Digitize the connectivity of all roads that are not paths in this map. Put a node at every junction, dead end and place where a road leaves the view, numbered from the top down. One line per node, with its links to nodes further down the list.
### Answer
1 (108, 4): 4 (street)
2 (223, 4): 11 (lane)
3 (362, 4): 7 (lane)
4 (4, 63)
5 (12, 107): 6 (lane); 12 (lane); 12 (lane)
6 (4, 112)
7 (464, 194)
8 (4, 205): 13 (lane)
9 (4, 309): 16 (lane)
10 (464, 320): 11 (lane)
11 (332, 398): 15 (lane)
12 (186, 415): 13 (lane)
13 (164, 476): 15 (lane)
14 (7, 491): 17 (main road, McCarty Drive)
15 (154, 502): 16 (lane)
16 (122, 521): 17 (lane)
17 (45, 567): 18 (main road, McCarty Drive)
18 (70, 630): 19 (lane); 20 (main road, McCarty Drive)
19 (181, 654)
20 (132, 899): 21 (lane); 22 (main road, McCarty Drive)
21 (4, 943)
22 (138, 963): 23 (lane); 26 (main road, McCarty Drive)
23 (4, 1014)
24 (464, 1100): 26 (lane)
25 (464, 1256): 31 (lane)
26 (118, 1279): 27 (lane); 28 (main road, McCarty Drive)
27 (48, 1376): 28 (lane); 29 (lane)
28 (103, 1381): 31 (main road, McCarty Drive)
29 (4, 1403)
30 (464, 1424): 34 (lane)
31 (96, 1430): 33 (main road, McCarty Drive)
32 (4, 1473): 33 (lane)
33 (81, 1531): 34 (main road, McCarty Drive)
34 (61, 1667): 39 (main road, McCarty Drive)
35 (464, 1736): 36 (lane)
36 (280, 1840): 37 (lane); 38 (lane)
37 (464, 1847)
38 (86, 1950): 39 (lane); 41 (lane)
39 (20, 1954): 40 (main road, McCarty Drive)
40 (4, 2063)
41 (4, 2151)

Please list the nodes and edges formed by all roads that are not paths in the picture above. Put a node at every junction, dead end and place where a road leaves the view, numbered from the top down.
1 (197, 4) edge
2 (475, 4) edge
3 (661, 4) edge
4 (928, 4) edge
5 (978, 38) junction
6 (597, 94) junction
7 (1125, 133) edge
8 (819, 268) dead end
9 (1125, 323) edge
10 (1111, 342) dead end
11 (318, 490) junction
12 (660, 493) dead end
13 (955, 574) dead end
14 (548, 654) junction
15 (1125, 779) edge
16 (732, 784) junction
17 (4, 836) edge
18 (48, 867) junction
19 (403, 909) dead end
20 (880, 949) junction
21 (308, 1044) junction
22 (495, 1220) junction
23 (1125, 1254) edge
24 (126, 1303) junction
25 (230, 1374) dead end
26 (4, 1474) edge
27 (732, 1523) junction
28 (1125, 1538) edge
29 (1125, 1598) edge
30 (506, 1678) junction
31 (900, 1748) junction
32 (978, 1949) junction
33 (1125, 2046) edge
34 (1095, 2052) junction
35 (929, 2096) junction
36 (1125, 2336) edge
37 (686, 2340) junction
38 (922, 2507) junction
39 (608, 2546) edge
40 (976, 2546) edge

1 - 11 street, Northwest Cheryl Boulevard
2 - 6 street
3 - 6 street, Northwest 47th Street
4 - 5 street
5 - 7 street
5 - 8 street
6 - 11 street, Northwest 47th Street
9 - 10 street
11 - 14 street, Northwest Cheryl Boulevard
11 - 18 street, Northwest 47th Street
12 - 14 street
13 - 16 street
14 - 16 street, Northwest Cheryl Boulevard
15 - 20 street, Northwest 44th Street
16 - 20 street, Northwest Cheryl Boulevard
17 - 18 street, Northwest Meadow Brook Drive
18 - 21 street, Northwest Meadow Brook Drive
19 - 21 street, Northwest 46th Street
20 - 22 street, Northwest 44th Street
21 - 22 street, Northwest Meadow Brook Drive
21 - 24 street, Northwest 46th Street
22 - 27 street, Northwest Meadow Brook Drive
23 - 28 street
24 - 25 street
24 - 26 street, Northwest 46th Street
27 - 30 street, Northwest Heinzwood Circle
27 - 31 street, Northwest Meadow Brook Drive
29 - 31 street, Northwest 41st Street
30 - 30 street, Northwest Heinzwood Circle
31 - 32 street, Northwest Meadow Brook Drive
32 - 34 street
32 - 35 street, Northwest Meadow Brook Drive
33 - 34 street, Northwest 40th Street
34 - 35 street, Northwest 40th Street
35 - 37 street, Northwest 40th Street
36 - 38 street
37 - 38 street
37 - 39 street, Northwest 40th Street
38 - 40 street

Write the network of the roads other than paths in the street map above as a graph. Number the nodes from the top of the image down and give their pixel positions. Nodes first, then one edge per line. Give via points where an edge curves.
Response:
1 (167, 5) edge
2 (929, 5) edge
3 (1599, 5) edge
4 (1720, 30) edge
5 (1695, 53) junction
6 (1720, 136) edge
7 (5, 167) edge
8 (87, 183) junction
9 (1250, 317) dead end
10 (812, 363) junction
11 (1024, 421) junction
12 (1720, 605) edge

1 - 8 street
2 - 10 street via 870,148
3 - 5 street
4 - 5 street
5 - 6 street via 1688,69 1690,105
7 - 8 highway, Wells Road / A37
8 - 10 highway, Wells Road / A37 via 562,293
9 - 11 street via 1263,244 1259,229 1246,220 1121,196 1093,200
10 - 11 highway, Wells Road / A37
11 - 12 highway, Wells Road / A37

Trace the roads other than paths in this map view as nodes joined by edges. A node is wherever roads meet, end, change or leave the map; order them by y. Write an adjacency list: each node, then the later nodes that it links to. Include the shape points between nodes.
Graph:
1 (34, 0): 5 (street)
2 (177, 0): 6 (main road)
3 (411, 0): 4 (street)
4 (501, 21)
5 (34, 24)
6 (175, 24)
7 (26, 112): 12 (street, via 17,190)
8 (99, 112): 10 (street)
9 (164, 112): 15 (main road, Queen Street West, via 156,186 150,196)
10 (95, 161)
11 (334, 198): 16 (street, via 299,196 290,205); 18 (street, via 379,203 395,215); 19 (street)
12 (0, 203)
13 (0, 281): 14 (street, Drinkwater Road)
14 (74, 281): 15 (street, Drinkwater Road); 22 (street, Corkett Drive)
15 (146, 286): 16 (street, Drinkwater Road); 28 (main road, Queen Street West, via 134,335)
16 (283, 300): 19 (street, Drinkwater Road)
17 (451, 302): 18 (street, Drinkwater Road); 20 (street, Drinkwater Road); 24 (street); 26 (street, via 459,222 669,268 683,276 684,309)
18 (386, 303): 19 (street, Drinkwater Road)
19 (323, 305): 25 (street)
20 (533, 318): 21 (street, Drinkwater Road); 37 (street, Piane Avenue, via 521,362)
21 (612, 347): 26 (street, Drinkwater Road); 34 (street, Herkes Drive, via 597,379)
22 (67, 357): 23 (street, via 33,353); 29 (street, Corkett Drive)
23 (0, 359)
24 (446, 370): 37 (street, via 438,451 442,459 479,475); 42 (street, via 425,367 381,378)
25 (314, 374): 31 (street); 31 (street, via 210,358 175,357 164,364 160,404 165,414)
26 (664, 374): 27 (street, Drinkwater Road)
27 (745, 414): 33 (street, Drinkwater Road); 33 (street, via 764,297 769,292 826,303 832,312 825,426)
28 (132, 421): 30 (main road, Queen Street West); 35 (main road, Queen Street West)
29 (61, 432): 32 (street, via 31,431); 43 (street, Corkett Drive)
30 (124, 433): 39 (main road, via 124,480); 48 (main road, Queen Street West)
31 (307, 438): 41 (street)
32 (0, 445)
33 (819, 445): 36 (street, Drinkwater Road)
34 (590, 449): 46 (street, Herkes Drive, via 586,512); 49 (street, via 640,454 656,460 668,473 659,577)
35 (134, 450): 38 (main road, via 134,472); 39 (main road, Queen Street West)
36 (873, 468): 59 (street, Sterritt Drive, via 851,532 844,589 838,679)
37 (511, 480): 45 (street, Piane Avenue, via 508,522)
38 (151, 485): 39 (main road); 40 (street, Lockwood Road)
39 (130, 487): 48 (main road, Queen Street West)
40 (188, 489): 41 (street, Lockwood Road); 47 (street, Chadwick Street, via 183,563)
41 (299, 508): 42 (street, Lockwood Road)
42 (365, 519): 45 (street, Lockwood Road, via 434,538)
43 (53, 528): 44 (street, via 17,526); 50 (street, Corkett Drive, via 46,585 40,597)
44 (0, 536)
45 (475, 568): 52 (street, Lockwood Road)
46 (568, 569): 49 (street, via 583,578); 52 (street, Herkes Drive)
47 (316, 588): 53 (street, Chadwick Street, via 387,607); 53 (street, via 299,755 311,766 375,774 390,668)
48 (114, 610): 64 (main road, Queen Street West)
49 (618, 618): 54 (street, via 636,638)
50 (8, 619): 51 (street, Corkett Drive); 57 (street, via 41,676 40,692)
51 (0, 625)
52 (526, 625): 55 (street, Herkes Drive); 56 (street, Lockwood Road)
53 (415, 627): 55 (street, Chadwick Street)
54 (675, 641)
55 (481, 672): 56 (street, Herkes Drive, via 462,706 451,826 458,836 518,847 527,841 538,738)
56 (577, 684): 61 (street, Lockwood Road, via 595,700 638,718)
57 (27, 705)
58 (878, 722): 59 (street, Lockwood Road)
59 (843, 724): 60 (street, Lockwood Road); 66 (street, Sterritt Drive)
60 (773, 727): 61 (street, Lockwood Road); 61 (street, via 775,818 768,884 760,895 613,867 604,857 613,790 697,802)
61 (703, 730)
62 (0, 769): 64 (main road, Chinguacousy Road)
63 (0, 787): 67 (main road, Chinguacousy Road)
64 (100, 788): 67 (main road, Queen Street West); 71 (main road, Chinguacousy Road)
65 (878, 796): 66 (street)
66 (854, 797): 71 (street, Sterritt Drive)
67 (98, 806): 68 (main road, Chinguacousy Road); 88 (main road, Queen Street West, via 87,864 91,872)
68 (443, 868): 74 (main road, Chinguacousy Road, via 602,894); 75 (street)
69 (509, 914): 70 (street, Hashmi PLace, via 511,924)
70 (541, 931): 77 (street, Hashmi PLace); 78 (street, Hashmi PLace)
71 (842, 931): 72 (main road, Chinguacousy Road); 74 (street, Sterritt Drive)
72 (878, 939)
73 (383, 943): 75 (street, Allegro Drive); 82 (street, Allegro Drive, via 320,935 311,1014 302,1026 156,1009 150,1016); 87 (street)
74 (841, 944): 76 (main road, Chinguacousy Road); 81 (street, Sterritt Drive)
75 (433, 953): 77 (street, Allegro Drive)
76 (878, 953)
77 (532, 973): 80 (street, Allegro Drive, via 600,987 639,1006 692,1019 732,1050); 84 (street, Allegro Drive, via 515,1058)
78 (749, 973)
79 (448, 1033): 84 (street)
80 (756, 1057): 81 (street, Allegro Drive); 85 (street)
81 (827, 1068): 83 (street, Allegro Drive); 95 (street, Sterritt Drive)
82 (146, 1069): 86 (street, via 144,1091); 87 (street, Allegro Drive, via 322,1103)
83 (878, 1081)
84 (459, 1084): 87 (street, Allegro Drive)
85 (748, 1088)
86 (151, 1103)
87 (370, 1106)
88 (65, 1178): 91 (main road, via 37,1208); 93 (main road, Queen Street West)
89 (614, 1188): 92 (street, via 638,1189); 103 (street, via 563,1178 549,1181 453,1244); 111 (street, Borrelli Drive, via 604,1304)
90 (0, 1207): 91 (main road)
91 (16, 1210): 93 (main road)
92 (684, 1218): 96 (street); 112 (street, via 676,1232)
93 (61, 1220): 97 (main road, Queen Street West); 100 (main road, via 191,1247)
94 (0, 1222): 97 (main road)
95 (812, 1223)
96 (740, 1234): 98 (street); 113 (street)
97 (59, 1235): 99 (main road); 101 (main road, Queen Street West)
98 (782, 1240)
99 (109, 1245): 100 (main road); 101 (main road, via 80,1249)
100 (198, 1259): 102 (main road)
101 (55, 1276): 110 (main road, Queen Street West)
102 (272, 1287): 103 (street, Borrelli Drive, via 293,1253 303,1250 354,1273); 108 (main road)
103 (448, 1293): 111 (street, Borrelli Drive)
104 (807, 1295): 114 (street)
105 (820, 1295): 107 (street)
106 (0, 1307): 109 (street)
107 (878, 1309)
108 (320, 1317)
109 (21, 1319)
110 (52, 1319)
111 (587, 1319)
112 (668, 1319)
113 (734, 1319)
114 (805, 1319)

___

**To do:** All lines above between those holding "Write the network" and "Trace the roads", inclusive, must be set down unchanged, and no other line may be included.

**Expected answer:**
Write the network of the roads other than paths in the street map above as a graph. Number the nodes from the top of the image down and give their pixel positions. Nodes first, then one edge per line. Give via points where an edge curves.
Response:
1 (167, 5) edge
2 (929, 5) edge
3 (1599, 5) edge
4 (1720, 30) edge
5 (1695, 53) junction
6 (1720, 136) edge
7 (5, 167) edge
8 (87, 183) junction
9 (1250, 317) dead end
10 (812, 363) junction
11 (1024, 421) junction
12 (1720, 605) edge

1 - 8 street
2 - 10 street via 870,148
3 - 5 street
4 - 5 street
5 - 6 street via 1688,69 1690,105
7 - 8 highway, Wells Road / A37
8 - 10 highway, Wells Road / A37 via 562,293
9 - 11 street via 1263,244 1259,229 1246,220 1121,196 1093,200
10 - 11 highway, Wells Road / A37
11 - 12 highway, Wells Road / A37

Trace the roads other than paths in this map view as nodes joined by edges. A node is wherever roads meet, end, change or leave the map; order them by y. Write an adjacency list: each node, then the later nodes that it links to. Include the shape points between nodes.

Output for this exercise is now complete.